*Task statement*
Set down every entry exactly as given. Pictures are to be left out.

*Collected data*
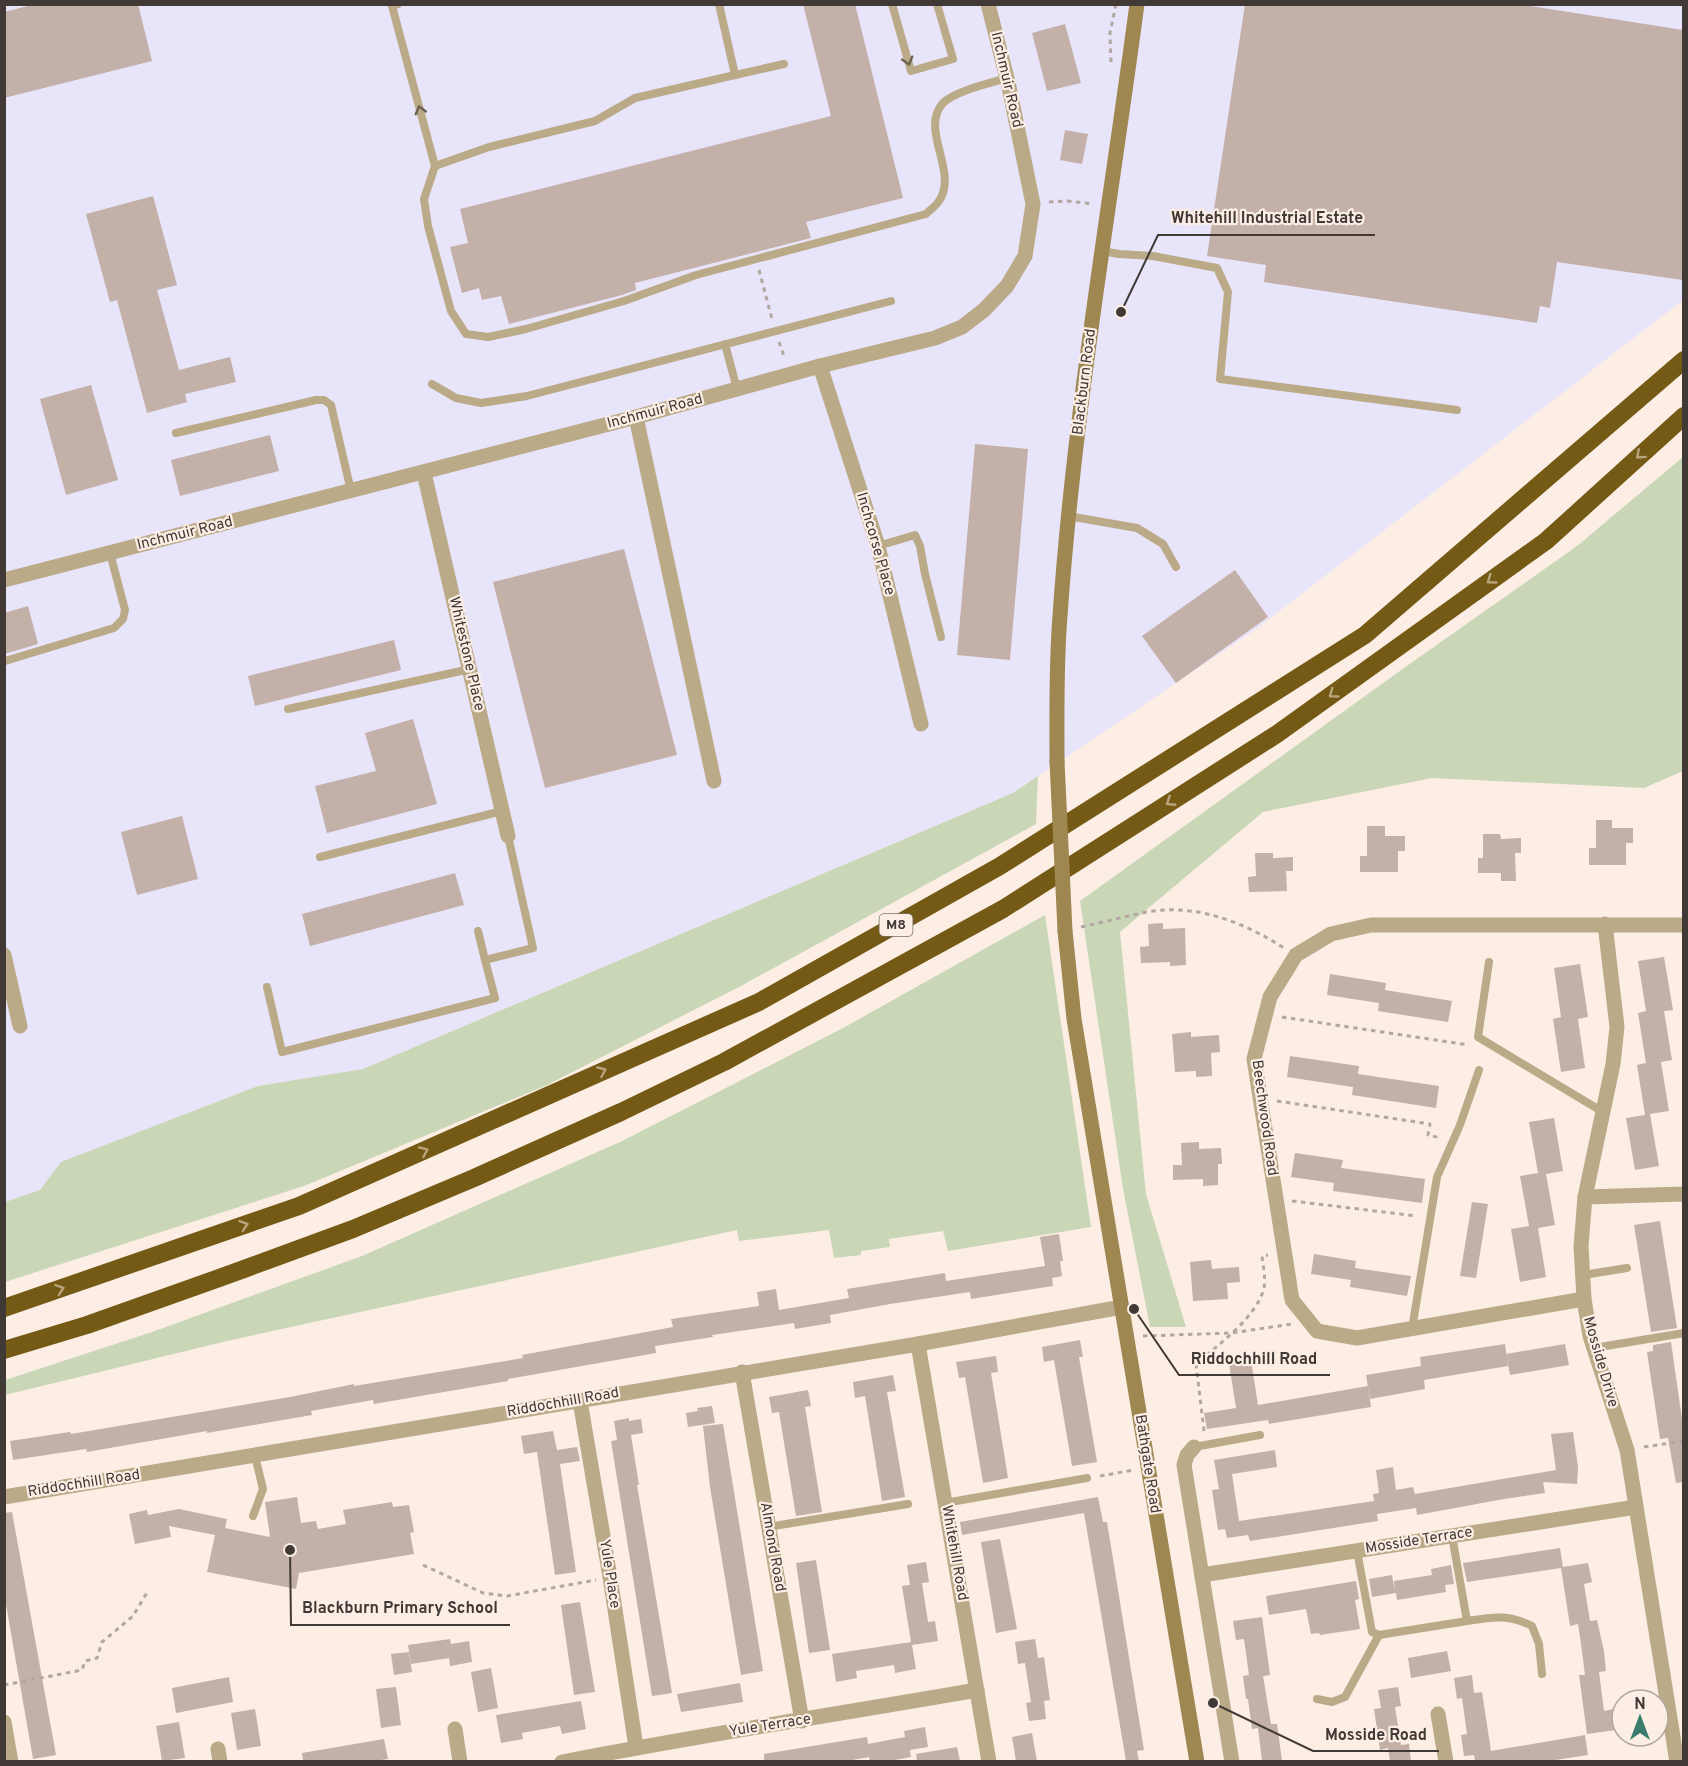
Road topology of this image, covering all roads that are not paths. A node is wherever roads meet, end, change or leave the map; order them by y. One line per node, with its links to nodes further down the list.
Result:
1 (398, 4): 10 (lane, one-way to 1)
2 (719, 4): 8 (lane)
3 (892, 4): 4 (lane, one-way to 4)
4 (937, 4)
5 (988, 4): 9 (street, Inchmuir Road)
6 (1137, 4): 11 (main road, Blackburn Road)
7 (784, 64): 8 (lane)
8 (735, 75): 10 (lane)
9 (1007, 78): 10 (lane); 15 (street, Inchmuir Road)
10 (435, 166)
11 (1102, 251): 18 (lane); 24 (main road, Blackburn Road)
12 (891, 301): 13 (lane)
13 (725, 344): 16 (lane); 17 (lane)
14 (1683, 360): 55 (highway, M8, one-way to 14)
15 (820, 366): 17 (street, Inchmuir Road); 25 (street, Inchcorse Place)
16 (432, 384)
17 (737, 389): 20 (street, Inchmuir Road)
18 (1457, 410)
19 (1683, 416): 60 (highway, M8, one-way to 60)
20 (636, 417): 22 (street, Inchmuir Road); 34 (street)
21 (176, 433): 23 (lane)
22 (424, 472): 23 (street, Inchmuir Road); 31 (street, Whitestone Place)
23 (351, 491): 26 (street, Inchmuir Road)
24 (1068, 516): 27 (lane); 41 (main road, Blackburn Road, bridge)
25 (878, 546): 29 (lane); 33 (street, Inchcorse Place)
26 (110, 553): 28 (street, Inchmuir Road); 30 (lane)
27 (1176, 567)
28 (4, 580)
29 (941, 637)
30 (5, 661)
31 (470, 669): 32 (lane); 35 (street, Whitestone Place)
32 (288, 709)
33 (921, 724)
34 (714, 781)
35 (502, 811): 36 (street, Whitestone Place); 37 (lane)
36 (508, 836): 43 (lane)
37 (320, 857)
38 (1605, 924): 39 (street, Beechwood Road); 48 (street, Mosside Drive); 56 (street, Beechwood Road)
39 (1683, 925)
40 (478, 931): 43 (lane)
41 (1065, 931): 54 (main road, Bathgate Road)
42 (4, 955): 46 (street)
43 (485, 960): 45 (lane)
44 (1489, 962): 48 (lane)
45 (267, 987)
46 (20, 1026)
47 (1479, 1070): 56 (lane)
48 (1603, 1112): 50 (street, Mosside Drive)
49 (1683, 1194): 50 (street)
50 (1585, 1197): 52 (street, Mosside Drive)
51 (1627, 1268): 52 (lane)
52 (1583, 1275): 53 (street, Mosside Drive)
53 (1584, 1299): 56 (street, Beechwood Road); 59 (street, Mosside Drive)
54 (1122, 1307): 58 (street, Riddochhill Road); 90 (main road, Bathgate Road)
55 (4, 1308)
56 (1412, 1329)
57 (1683, 1334): 59 (lane)
58 (918, 1344): 61 (street, Riddochhill Road); 68 (street, Whitehill Road)
59 (1594, 1348): 70 (street, Mosside Drive)
60 (4, 1350)
61 (742, 1372): 62 (street, Riddochhill Road); 72 (street, Almond Road)
62 (580, 1401): 65 (street, Riddochhill Road); 85 (street, Yule Place)
63 (1260, 1435): 64 (lane)
64 (1200, 1446): 75 (street)
65 (255, 1456): 67 (street, Riddochhill Road); 71 (lane)
66 (1087, 1478): 68 (lane)
67 (4, 1497)
68 (945, 1503): 79 (street, Whitehill Road)
69 (908, 1504): 72 (lane)
70 (1636, 1507): 73 (street, Mosside Terrace); 93 (street, Mosside Drive)
71 (253, 1516)
72 (768, 1527): 82 (street, Almond Road)
73 (1452, 1536): 74 (street, Mosside Terrace); 76 (lane)
74 (1357, 1551): 75 (street, Mosside Terrace); 77 (lane)
75 (1202, 1575): 91 (street)
76 (1467, 1621): 77 (lane); 78 (lane)
77 (1379, 1635): 80 (lane)
78 (1542, 1674)
79 (977, 1690): 82 (street, Yule Terrace); 89 (street, Whitehill Road)
80 (1317, 1699)
81 (1438, 1714): 92 (street)
82 (802, 1721): 85 (street, Yule Terrace)
83 (4, 1722): 86 (street)
84 (455, 1730): 87 (street)
85 (636, 1747): 88 (street, Yule Terrace)
86 (11, 1761)
87 (460, 1761)
88 (562, 1761)
89 (989, 1761)
90 (1197, 1761)
91 (1232, 1761)
92 (1446, 1761)
93 (1677, 1761)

*Response box*
Road topology of this image, covering all roads that are not paths. A node is wherever roads meet, end, change or leave the map; order them by y. One line per node, with its links to nodes further down the list.
Result:
1 (398, 4): 10 (lane, one-way to 1)
2 (719, 4): 8 (lane)
3 (892, 4): 4 (lane, one-way to 4)
4 (937, 4)
5 (988, 4): 9 (street, Inchmuir Road)
6 (1137, 4): 11 (main road, Blackburn Road)
7 (784, 64): 8 (lane)
8 (735, 75): 10 (lane)
9 (1007, 78): 10 (lane); 15 (street, Inchmuir Road)
10 (435, 166)
11 (1102, 251): 18 (lane); 24 (main road, Blackburn Road)
12 (891, 301): 13 (lane)
13 (725, 344): 16 (lane); 17 (lane)
14 (1683, 360): 55 (highway, M8, one-way to 14)
15 (820, 366): 17 (street, Inchmuir Road); 25 (street, Inchcorse Place)
16 (432, 384)
17 (737, 389): 20 (street, Inchmuir Road)
18 (1457, 410)
19 (1683, 416): 60 (highway, M8, one-way to 60)
20 (636, 417): 22 (street, Inchmuir Road); 34 (street)
21 (176, 433): 23 (lane)
22 (424, 472): 23 (street, Inchmuir Road); 31 (street, Whitestone Place)
23 (351, 491): 26 (street, Inchmuir Road)
24 (1068, 516): 27 (lane); 41 (main road, Blackburn Road, bridge)
25 (878, 546): 29 (lane); 33 (street, Inchcorse Place)
26 (110, 553): 28 (street, Inchmuir Road); 30 (lane)
27 (1176, 567)
28 (4, 580)
29 (941, 637)
30 (5, 661)
31 (470, 669): 32 (lane); 35 (street, Whitestone Place)
32 (288, 709)
33 (921, 724)
34 (714, 781)
35 (502, 811): 36 (street, Whitestone Place); 37 (lane)
36 (508, 836): 43 (lane)
37 (320, 857)
38 (1605, 924): 39 (street, Beechwood Road); 48 (street, Mosside Drive); 56 (street, Beechwood Road)
39 (1683, 925)
40 (478, 931): 43 (lane)
41 (1065, 931): 54 (main road, Bathgate Road)
42 (4, 955): 46 (street)
43 (485, 960): 45 (lane)
44 (1489, 962): 48 (lane)
45 (267, 987)
46 (20, 1026)
47 (1479, 1070): 56 (lane)
48 (1603, 1112): 50 (street, Mosside Drive)
49 (1683, 1194): 50 (street)
50 (1585, 1197): 52 (street, Mosside Drive)
51 (1627, 1268): 52 (lane)
52 (1583, 1275): 53 (street, Mosside Drive)
53 (1584, 1299): 56 (street, Beechwood Road); 59 (street, Mosside Drive)
54 (1122, 1307): 58 (street, Riddochhill Road); 90 (main road, Bathgate Road)
55 (4, 1308)
56 (1412, 1329)
57 (1683, 1334): 59 (lane)
58 (918, 1344): 61 (street, Riddochhill Road); 68 (street, Whitehill Road)
59 (1594, 1348): 70 (street, Mosside Drive)
60 (4, 1350)
61 (742, 1372): 62 (street, Riddochhill Road); 72 (street, Almond Road)
62 (580, 1401): 65 (street, Riddochhill Road); 85 (street, Yule Place)
63 (1260, 1435): 64 (lane)
64 (1200, 1446): 75 (street)
65 (255, 1456): 67 (street, Riddochhill Road); 71 (lane)
66 (1087, 1478): 68 (lane)
67 (4, 1497)
68 (945, 1503): 79 (street, Whitehill Road)
69 (908, 1504): 72 (lane)
70 (1636, 1507): 73 (street, Mosside Terrace); 93 (street, Mosside Drive)
71 (253, 1516)
72 (768, 1527): 82 (street, Almond Road)
73 (1452, 1536): 74 (street, Mosside Terrace); 76 (lane)
74 (1357, 1551): 75 (street, Mosside Terrace); 77 (lane)
75 (1202, 1575): 91 (street)
76 (1467, 1621): 77 (lane); 78 (lane)
77 (1379, 1635): 80 (lane)
78 (1542, 1674)
79 (977, 1690): 82 (street, Yule Terrace); 89 (street, Whitehill Road)
80 (1317, 1699)
81 (1438, 1714): 92 (street)
82 (802, 1721): 85 (street, Yule Terrace)
83 (4, 1722): 86 (street)
84 (455, 1730): 87 (street)
85 (636, 1747): 88 (street, Yule Terrace)
86 (11, 1761)
87 (460, 1761)
88 (562, 1761)
89 (989, 1761)
90 (1197, 1761)
91 (1232, 1761)
92 (1446, 1761)
93 (1677, 1761)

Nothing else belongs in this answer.